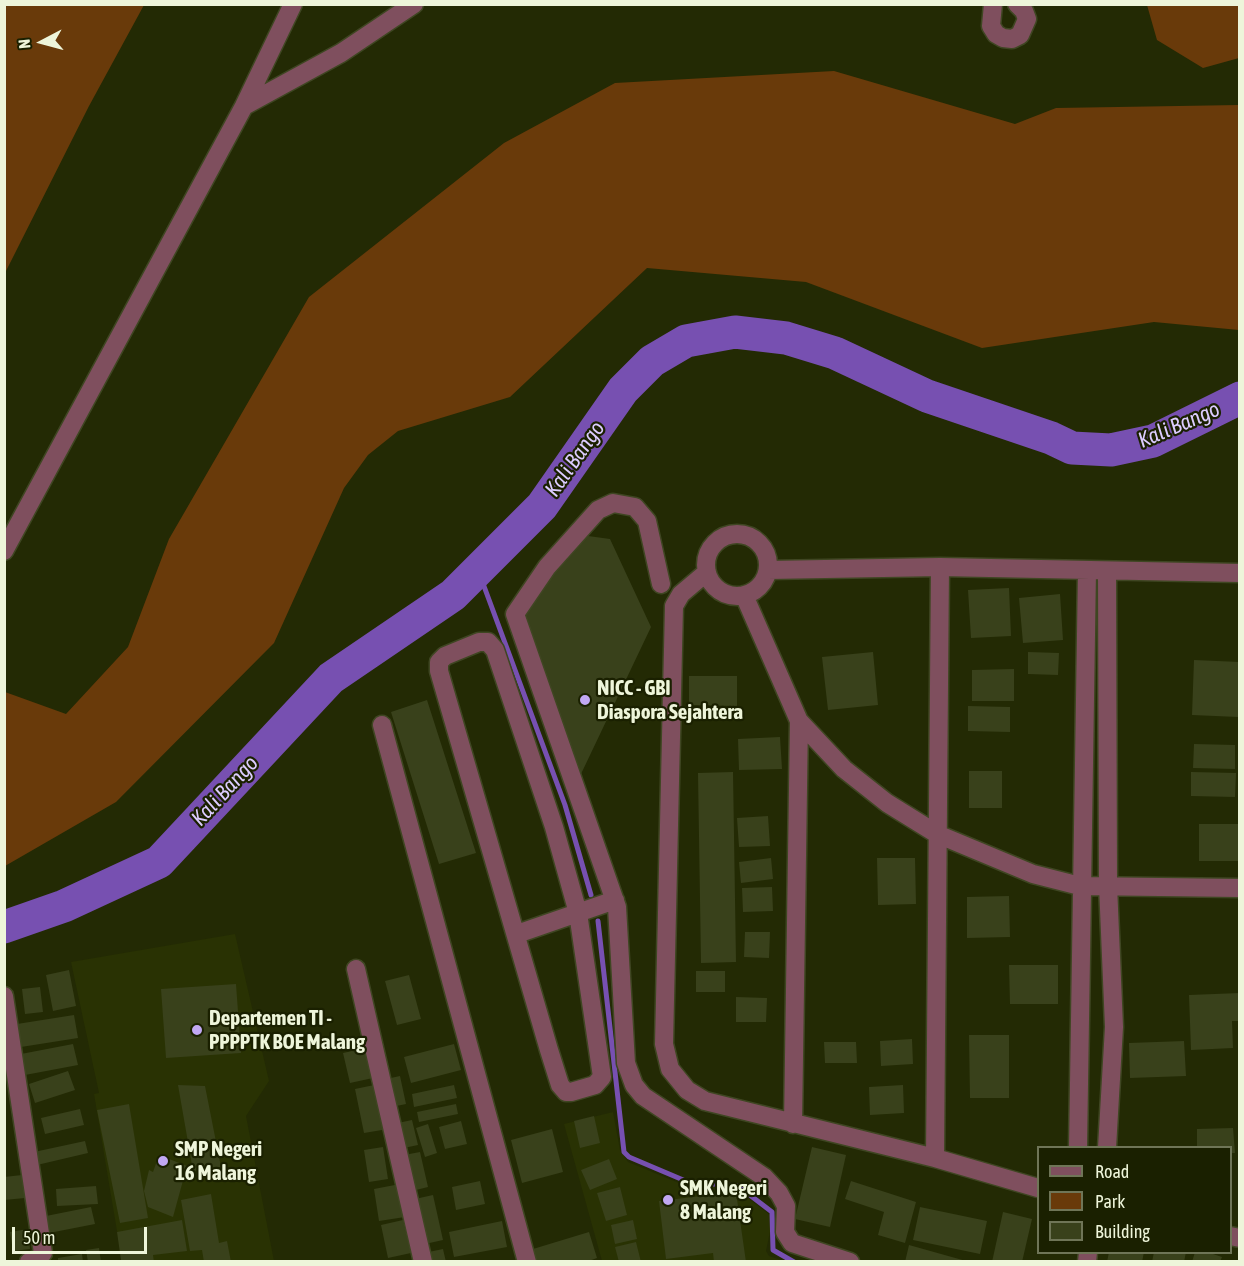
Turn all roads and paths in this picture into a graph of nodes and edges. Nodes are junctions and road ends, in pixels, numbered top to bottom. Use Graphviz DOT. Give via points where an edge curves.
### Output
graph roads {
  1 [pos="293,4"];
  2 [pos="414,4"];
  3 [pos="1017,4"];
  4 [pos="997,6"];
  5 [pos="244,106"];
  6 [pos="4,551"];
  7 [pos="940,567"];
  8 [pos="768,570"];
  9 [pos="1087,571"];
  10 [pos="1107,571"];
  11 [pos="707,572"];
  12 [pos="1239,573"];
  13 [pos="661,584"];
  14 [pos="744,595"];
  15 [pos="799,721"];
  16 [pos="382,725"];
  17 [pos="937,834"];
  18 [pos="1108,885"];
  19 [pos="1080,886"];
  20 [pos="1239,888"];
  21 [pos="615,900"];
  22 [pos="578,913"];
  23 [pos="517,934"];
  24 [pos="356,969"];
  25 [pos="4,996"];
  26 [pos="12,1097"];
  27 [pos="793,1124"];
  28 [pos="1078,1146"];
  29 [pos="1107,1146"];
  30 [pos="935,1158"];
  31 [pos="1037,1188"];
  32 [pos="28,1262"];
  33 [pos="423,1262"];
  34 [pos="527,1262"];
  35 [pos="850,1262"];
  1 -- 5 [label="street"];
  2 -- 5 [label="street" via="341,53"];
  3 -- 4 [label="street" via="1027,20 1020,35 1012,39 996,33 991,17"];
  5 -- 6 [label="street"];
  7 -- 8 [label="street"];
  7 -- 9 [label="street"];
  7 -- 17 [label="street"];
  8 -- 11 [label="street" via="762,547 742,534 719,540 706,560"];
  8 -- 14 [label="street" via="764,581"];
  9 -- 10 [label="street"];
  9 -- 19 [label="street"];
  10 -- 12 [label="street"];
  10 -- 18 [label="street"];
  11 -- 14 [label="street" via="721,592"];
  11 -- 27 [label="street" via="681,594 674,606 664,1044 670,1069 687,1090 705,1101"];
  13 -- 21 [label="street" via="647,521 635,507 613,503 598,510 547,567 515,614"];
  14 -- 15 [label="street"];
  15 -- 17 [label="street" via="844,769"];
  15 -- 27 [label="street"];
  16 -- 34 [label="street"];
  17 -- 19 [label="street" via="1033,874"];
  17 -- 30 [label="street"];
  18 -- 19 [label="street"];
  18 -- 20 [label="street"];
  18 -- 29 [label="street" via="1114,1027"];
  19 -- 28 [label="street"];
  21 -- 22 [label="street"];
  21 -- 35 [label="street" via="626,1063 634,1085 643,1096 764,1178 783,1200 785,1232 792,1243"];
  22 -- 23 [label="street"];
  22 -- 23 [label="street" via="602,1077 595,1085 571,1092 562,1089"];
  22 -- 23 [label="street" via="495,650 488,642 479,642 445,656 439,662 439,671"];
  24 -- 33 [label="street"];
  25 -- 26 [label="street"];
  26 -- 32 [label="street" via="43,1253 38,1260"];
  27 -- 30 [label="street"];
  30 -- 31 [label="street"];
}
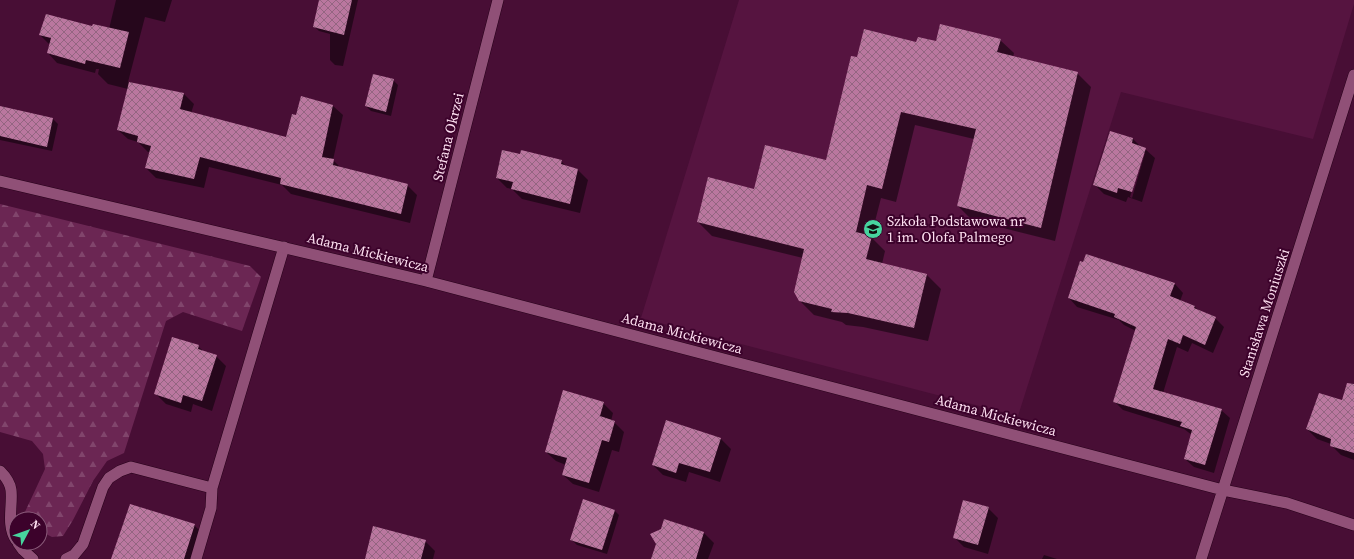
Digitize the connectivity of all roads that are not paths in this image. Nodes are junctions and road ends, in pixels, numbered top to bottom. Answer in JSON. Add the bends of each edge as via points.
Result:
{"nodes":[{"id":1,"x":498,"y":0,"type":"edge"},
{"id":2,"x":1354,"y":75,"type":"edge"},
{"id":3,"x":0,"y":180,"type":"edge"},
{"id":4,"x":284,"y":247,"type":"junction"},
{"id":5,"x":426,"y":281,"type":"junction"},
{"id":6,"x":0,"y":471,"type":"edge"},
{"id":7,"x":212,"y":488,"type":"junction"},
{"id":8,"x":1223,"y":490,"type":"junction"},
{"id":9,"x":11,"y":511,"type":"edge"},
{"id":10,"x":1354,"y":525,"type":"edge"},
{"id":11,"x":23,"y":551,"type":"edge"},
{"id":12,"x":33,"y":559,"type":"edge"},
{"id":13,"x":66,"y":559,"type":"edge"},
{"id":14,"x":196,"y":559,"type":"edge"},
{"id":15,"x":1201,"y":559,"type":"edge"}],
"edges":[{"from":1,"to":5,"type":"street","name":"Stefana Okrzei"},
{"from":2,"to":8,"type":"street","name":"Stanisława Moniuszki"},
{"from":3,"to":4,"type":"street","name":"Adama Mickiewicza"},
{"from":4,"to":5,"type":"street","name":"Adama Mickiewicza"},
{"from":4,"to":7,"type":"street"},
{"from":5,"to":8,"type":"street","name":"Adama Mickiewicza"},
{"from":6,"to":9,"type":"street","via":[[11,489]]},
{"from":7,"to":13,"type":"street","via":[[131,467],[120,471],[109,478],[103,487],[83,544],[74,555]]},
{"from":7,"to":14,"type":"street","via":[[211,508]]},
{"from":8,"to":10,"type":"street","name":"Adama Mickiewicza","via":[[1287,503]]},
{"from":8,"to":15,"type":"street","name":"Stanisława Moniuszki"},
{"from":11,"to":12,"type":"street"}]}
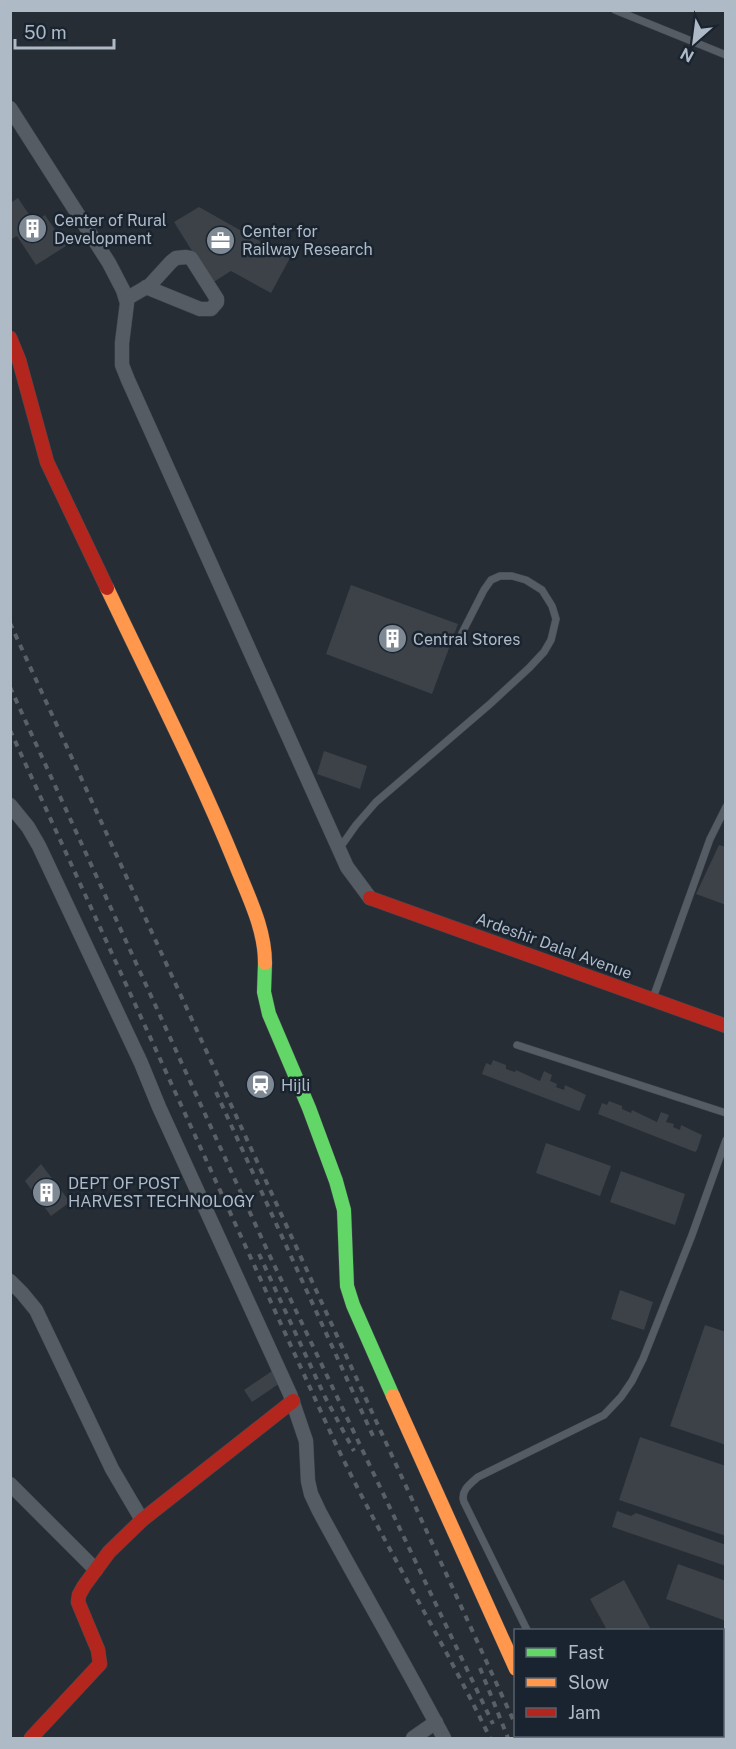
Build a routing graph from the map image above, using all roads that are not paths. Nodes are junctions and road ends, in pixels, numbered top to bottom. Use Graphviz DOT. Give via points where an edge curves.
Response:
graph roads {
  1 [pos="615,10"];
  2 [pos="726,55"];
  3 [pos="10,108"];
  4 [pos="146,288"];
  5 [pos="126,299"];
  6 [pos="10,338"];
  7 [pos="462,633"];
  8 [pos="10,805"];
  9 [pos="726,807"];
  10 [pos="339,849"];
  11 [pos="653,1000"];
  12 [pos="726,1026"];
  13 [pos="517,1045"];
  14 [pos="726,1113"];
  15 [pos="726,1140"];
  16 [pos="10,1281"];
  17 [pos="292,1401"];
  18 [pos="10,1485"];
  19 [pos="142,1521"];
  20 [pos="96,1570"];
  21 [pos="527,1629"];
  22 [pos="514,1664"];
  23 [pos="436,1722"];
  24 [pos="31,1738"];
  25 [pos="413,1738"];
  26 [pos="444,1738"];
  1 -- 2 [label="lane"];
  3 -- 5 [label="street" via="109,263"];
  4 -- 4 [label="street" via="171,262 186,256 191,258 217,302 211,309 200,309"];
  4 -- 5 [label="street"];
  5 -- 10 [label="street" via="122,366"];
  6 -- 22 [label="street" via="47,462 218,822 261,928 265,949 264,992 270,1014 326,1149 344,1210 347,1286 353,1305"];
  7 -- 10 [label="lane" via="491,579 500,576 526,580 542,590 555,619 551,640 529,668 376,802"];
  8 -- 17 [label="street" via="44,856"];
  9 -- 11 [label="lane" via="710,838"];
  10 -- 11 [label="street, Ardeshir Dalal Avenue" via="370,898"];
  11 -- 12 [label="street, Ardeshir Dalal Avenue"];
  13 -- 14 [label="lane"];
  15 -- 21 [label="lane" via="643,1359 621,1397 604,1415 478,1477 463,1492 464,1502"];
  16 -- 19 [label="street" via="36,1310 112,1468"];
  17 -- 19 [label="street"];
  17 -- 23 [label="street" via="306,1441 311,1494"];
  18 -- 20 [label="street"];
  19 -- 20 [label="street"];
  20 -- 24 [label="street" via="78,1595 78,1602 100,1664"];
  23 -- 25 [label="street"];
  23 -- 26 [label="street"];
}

———

Work required:
Drop every picture and repeat the rest of the entries exactly.

Response area:
Turn all roads and paths in this picture into a graph of nodes and edges. Nodes are junctions and road ends, in pixels, numbered top to bottom. Use Graphviz DOT. Give via points where an edge curves.
### Output
graph roads {
  1 [pos="293,4"];
  2 [pos="414,4"];
  3 [pos="1017,4"];
  4 [pos="997,6"];
  5 [pos="244,106"];
  6 [pos="4,551"];
  7 [pos="940,567"];
  8 [pos="768,570"];
  9 [pos="1087,571"];
  10 [pos="1107,571"];
  11 [pos="707,572"];
  12 [pos="1239,573"];
  13 [pos="661,584"];
  14 [pos="744,595"];
  15 [pos="799,721"];
  16 [pos="382,725"];
  17 [pos="937,834"];
  18 [pos="1108,885"];
  19 [pos="1080,886"];
  20 [pos="1239,888"];
  21 [pos="615,900"];
  22 [pos="578,913"];
  23 [pos="517,934"];
  24 [pos="356,969"];
  25 [pos="4,996"];
  26 [pos="12,1097"];
  27 [pos="793,1124"];
  28 [pos="1078,1146"];
  29 [pos="1107,1146"];
  30 [pos="935,1158"];
  31 [pos="1037,1188"];
  32 [pos="28,1262"];
  33 [pos="423,1262"];
  34 [pos="527,1262"];
  35 [pos="850,1262"];
  1 -- 5 [label="street"];
  2 -- 5 [label="street" via="341,53"];
  3 -- 4 [label="street" via="1027,20 1020,35 1012,39 996,33 991,17"];
  5 -- 6 [label="street"];
  7 -- 8 [label="street"];
  7 -- 9 [label="street"];
  7 -- 17 [label="street"];
  8 -- 11 [label="street" via="762,547 742,534 719,540 706,560"];
  8 -- 14 [label="street" via="764,581"];
  9 -- 10 [label="street"];
  9 -- 19 [label="street"];
  10 -- 12 [label="street"];
  10 -- 18 [label="street"];
  11 -- 14 [label="street" via="721,592"];
  11 -- 27 [label="street" via="681,594 674,606 664,1044 670,1069 687,1090 705,1101"];
  13 -- 21 [label="street" via="647,521 635,507 613,503 598,510 547,567 515,614"];
  14 -- 15 [label="street"];
  15 -- 17 [label="street" via="844,769"];
  15 -- 27 [label="street"];
  16 -- 34 [label="street"];
  17 -- 19 [label="street" via="1033,874"];
  17 -- 30 [label="street"];
  18 -- 19 [label="street"];
  18 -- 20 [label="street"];
  18 -- 29 [label="street" via="1114,1027"];
  19 -- 28 [label="street"];
  21 -- 22 [label="street"];
  21 -- 35 [label="street" via="626,1063 634,1085 643,1096 764,1178 783,1200 785,1232 792,1243"];
  22 -- 23 [label="street"];
  22 -- 23 [label="street" via="602,1077 595,1085 571,1092 562,1089"];
  22 -- 23 [label="street" via="495,650 488,642 479,642 445,656 439,662 439,671"];
  24 -- 33 [label="street"];
  25 -- 26 [label="street"];
  26 -- 32 [label="street" via="43,1253 38,1260"];
  27 -- 30 [label="street"];
  30 -- 31 [label="street"];
}
Digitize the connectivity of all roads that are not paths in this image. Nodes are junctions and road ends, in pixels, numbered top to bottom. Answer in JSON. Add the bends of each edge as via points.
Result:
{"nodes":[{"id":1,"x":498,"y":0,"type":"edge"},
{"id":2,"x":1354,"y":75,"type":"edge"},
{"id":3,"x":0,"y":180,"type":"edge"},
{"id":4,"x":284,"y":247,"type":"junction"},
{"id":5,"x":426,"y":281,"type":"junction"},
{"id":6,"x":0,"y":471,"type":"edge"},
{"id":7,"x":212,"y":488,"type":"junction"},
{"id":8,"x":1223,"y":490,"type":"junction"},
{"id":9,"x":11,"y":511,"type":"edge"},
{"id":10,"x":1354,"y":525,"type":"edge"},
{"id":11,"x":23,"y":551,"type":"edge"},
{"id":12,"x":33,"y":559,"type":"edge"},
{"id":13,"x":66,"y":559,"type":"edge"},
{"id":14,"x":196,"y":559,"type":"edge"},
{"id":15,"x":1201,"y":559,"type":"edge"}],
"edges":[{"from":1,"to":5,"type":"street","name":"Stefana Okrzei"},
{"from":2,"to":8,"type":"street","name":"Stanisława Moniuszki"},
{"from":3,"to":4,"type":"street","name":"Adama Mickiewicza"},
{"from":4,"to":5,"type":"street","name":"Adama Mickiewicza"},
{"from":4,"to":7,"type":"street"},
{"from":5,"to":8,"type":"street","name":"Adama Mickiewicza"},
{"from":6,"to":9,"type":"street","via":[[11,489]]},
{"from":7,"to":13,"type":"street","via":[[131,467],[120,471],[109,478],[103,487],[83,544],[74,555]]},
{"from":7,"to":14,"type":"street","via":[[211,508]]},
{"from":8,"to":10,"type":"street","name":"Adama Mickiewicza","via":[[1287,503]]},
{"from":8,"to":15,"type":"street","name":"Stanisława Moniuszki"},
{"from":11,"to":12,"type":"street"}]}
Build a routing graph from the map image above, using all roads that are not paths. Nodes are junctions and road ends, in pixels, numbered top to bottom. Use Graphviz DOT. Give via points where an edge curves.
Response:
graph roads {
  1 [pos="615,10"];
  2 [pos="726,55"];
  3 [pos="10,108"];
  4 [pos="146,288"];
  5 [pos="126,299"];
  6 [pos="10,338"];
  7 [pos="462,633"];
  8 [pos="10,805"];
  9 [pos="726,807"];
  10 [pos="339,849"];
  11 [pos="653,1000"];
  12 [pos="726,1026"];
  13 [pos="517,1045"];
  14 [pos="726,1113"];
  15 [pos="726,1140"];
  16 [pos="10,1281"];
  17 [pos="292,1401"];
  18 [pos="10,1485"];
  19 [pos="142,1521"];
  20 [pos="96,1570"];
  21 [pos="527,1629"];
  22 [pos="514,1664"];
  23 [pos="436,1722"];
  24 [pos="31,1738"];
  25 [pos="413,1738"];
  26 [pos="444,1738"];
  1 -- 2 [label="lane"];
  3 -- 5 [label="street" via="109,263"];
  4 -- 4 [label="street" via="171,262 186,256 191,258 217,302 211,309 200,309"];
  4 -- 5 [label="street"];
  5 -- 10 [label="street" via="122,366"];
  6 -- 22 [label="street" via="47,462 218,822 261,928 265,949 264,992 270,1014 326,1149 344,1210 347,1286 353,1305"];
  7 -- 10 [label="lane" via="491,579 500,576 526,580 542,590 555,619 551,640 529,668 376,802"];
  8 -- 17 [label="street" via="44,856"];
  9 -- 11 [label="lane" via="710,838"];
  10 -- 11 [label="street, Ardeshir Dalal Avenue" via="370,898"];
  11 -- 12 [label="street, Ardeshir Dalal Avenue"];
  13 -- 14 [label="lane"];
  15 -- 21 [label="lane" via="643,1359 621,1397 604,1415 478,1477 463,1492 464,1502"];
  16 -- 19 [label="street" via="36,1310 112,1468"];
  17 -- 19 [label="street"];
  17 -- 23 [label="street" via="306,1441 311,1494"];
  18 -- 20 [label="street"];
  19 -- 20 [label="street"];
  20 -- 24 [label="street" via="78,1595 78,1602 100,1664"];
  23 -- 25 [label="street"];
  23 -- 26 [label="street"];
}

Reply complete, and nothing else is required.